Field of wild daisies

The many landscapes of The National Forest host a variety of habitats, plants and animals. The wooded hills of the Needwood and Charnwood Forests are quite different from the floodplains of the Trent and Mease Valleys and the parklands around Melbourne are different from the industrial coalfields around Swadlincote. This variety is due to a combination of the landscapes on which they have developed and the activities of man.

The natural history of The National Forest began 600 million years ago when the rocks of Charnwood Forest (some of the oldest in England) were created. Since then, our landscape has been constantly changing. At first this was due to the natural processes that created our planet: the movement of the continents, volcanic activity, changes in sea levels and the passing of Ice Ages. But from the arrival of early humans in the Trent Valley some 250,000 years ago, man also began to affect the natural world around him. At first, this effect would have been small but as the human population developed and our numbers grew, so did the impact we had on our environment.

The result is the working landscape that we see in The National Forest today. Perhaps the two greatest influences have been farming and mineral extraction (mining and quarrying).

For thousands of years, farming has been central to the development of the people of the British Isles. As our populations have grown, we have needed more and more food to sustain us. To meet these demands, farming expanded and became more intensive, taking more and more land.

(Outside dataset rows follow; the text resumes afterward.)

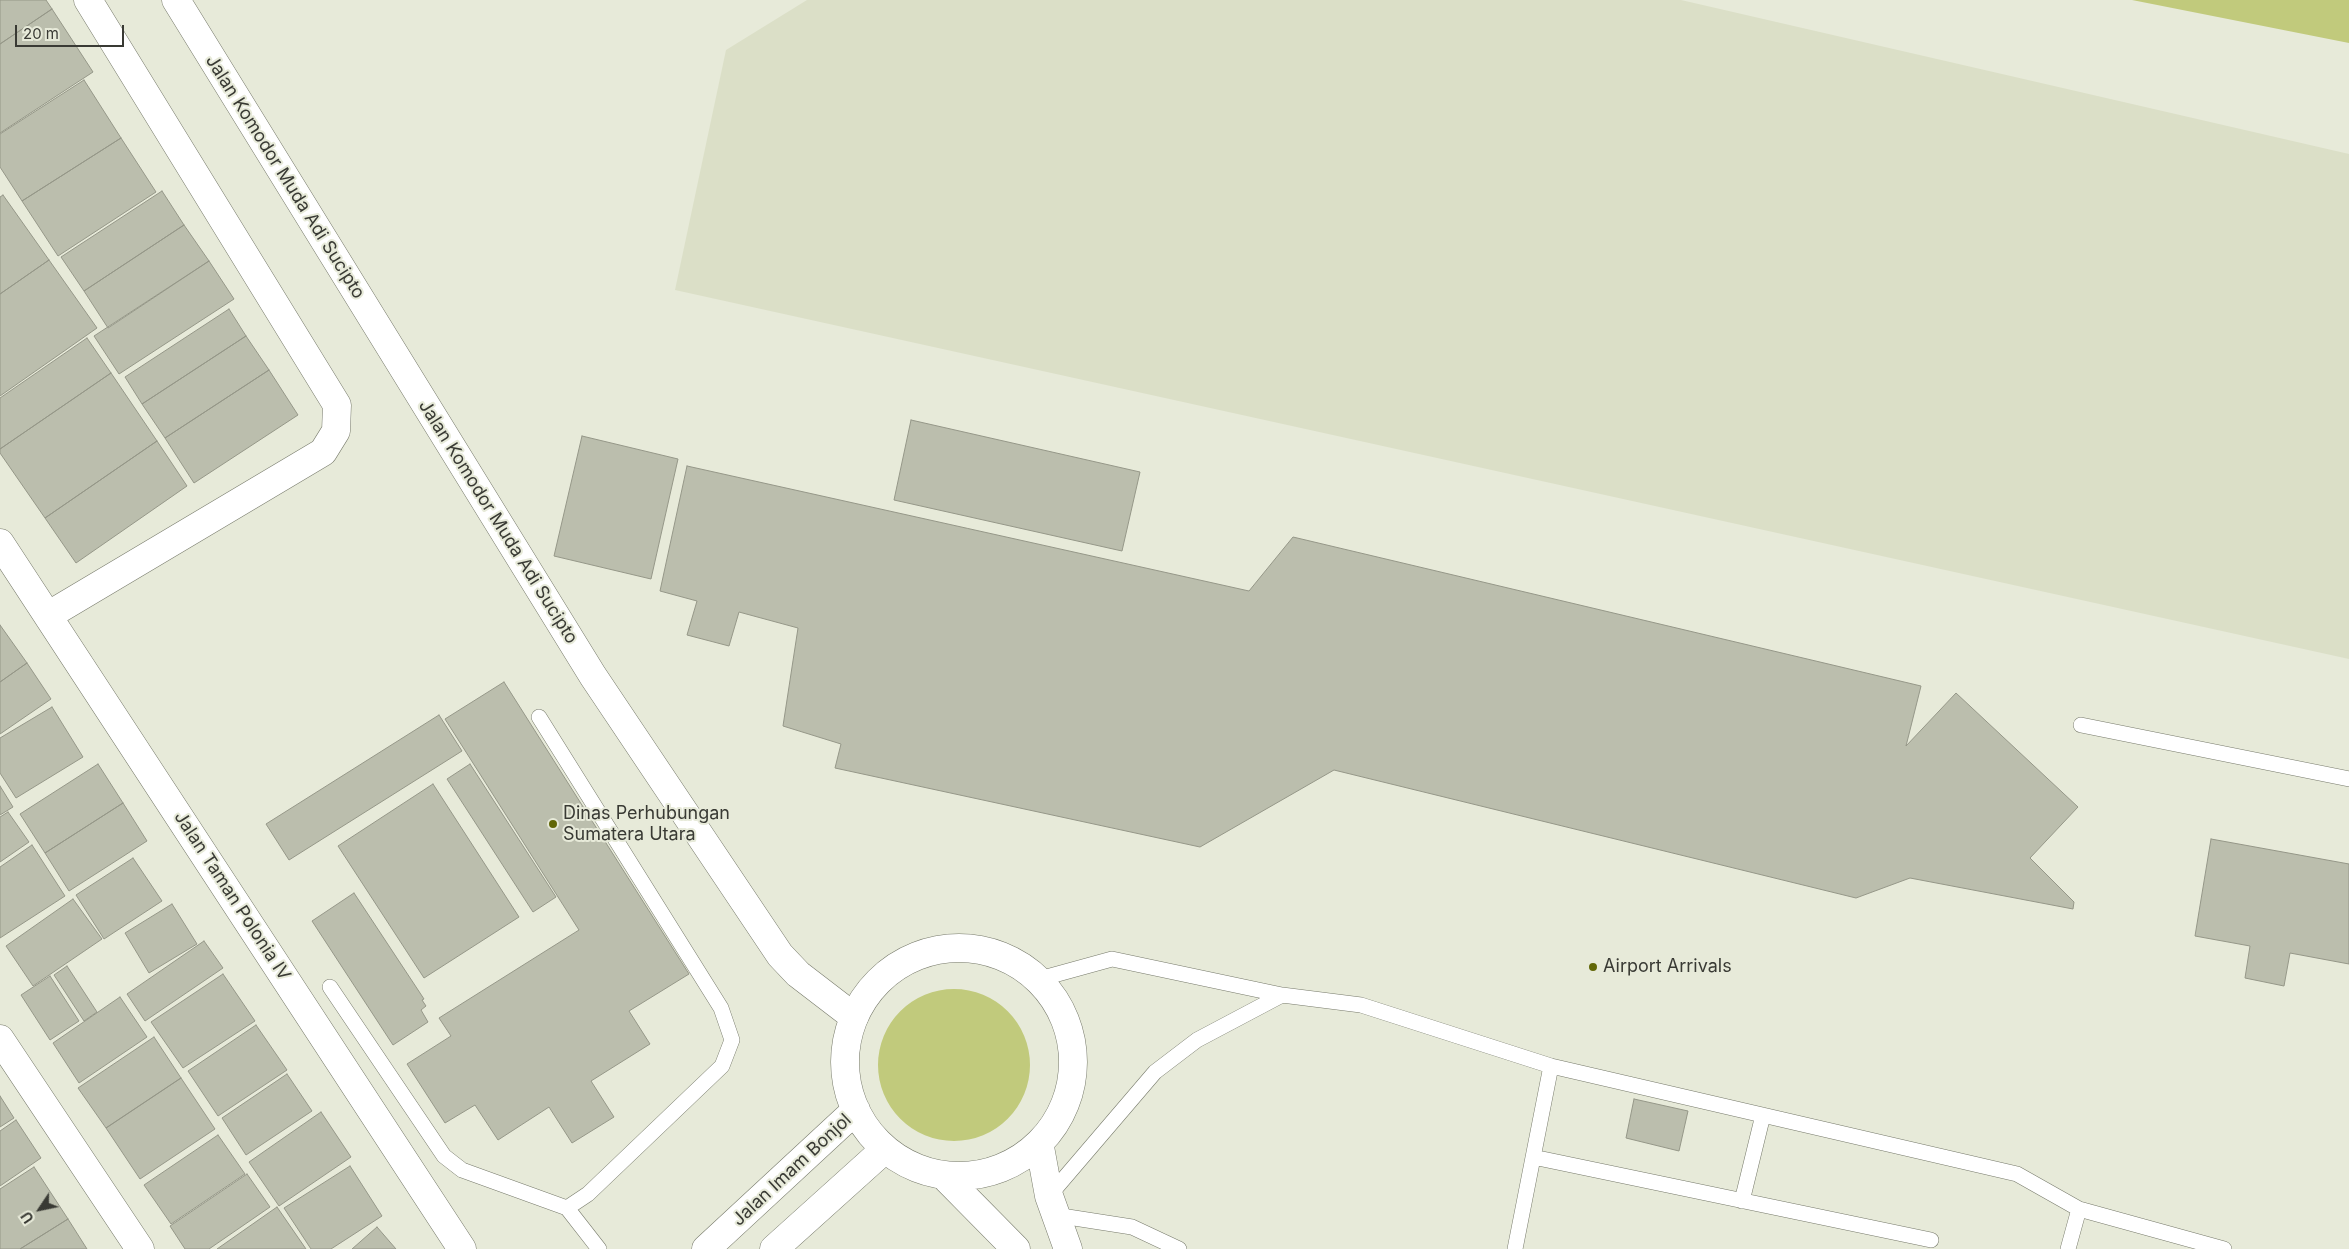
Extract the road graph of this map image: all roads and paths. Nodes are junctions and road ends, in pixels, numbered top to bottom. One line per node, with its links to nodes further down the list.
1 (88, 0): 4 (street)
2 (176, 0): 11 (street, Jalan Komodor Muda Adi Sucipto)
3 (0, 543): 4 (street, Jalan Taman Polonia IV)
4 (49, 615): 26 (street, Jalan Taman Polonia IV)
5 (539, 717): 22 (lane)
6 (2081, 726): 7 (lane)
7 (2349, 779)
8 (1043, 978): 10 (lane); 11 (street); 16 (street)
9 (330, 987): 22 (lane)
10 (1282, 995): 13 (lane); 21 (lane)
11 (854, 1017): 14 (street)
12 (0, 1039): 25 (street)
13 (1551, 1066): 15 (lane); 18 (lane)
14 (856, 1110): 17 (street); 28 (street, Jalan Imam Bonjol)
15 (1763, 1115): 20 (lane); 23 (lane)
16 (1040, 1147): 19 (street); 21 (street)
17 (885, 1149): 19 (street); 29 (street)
18 (1533, 1157): 20 (lane); 33 (lane)
19 (944, 1176): 30 (street)
20 (1742, 1201): 24 (lane)
21 (1052, 1206): 31 (street); 32 (lane)
22 (567, 1208): 27 (lane)
23 (2079, 1210): 34 (lane); 35 (lane)
24 (1931, 1240)
25 (140, 1249)
26 (462, 1249)
27 (599, 1249)
28 (706, 1249)
29 (774, 1249)
30 (1016, 1249)
31 (1068, 1249)
32 (1179, 1249)
33 (1514, 1249)
34 (2068, 1249)
35 (2224, 1249)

But, while the food produced was vital, farming began to push many plants and animals to the margins in hedgerows and isolated woodlands.

Although stone had long been quarried for building materials, it was only in the last few hundred years that the growth of industry has led to a huge expansion in mineral extraction in the Midlands. Within The National Forest area, sand and gravel are still being quarried along the Trent Valley and clay is still being extracted in some areas. But the coal mining that was at the centre of so many communities in south Derbyshire and north-west Leicestershire is all but gone. All that remains are the extensive mounds of "spoil" produced by the collieries which have slowly been restored to woodland and other habitats.

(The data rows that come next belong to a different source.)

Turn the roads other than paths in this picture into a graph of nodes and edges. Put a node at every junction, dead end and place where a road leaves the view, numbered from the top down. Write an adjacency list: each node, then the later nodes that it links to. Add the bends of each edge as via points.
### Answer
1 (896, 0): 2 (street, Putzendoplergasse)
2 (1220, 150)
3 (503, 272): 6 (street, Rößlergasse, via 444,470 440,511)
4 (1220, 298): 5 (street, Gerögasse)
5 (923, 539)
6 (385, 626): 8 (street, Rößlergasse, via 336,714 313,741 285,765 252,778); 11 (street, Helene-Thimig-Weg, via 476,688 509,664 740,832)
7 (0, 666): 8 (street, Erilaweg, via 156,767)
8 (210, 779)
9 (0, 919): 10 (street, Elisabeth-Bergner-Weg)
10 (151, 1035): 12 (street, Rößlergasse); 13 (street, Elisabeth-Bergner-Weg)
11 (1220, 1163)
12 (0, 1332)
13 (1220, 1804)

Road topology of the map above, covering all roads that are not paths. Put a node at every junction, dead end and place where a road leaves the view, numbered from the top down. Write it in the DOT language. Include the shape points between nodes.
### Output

Both farming and mineral extraction were vital to the development of both the local area and the nation as a whole. Unfortunately, these twin pressures, together with many other human influences, affected the wildlife of much of our area. The result was a reduction in the richness and variety of our plants and animals. Some species, such as the otter, were lost while others, such as bluebells, became restricted to those remnants of suitable habitats that were left. So, The National Forest area, as with much of the Midlands, had relatively less wildlife interest than other parts of the country.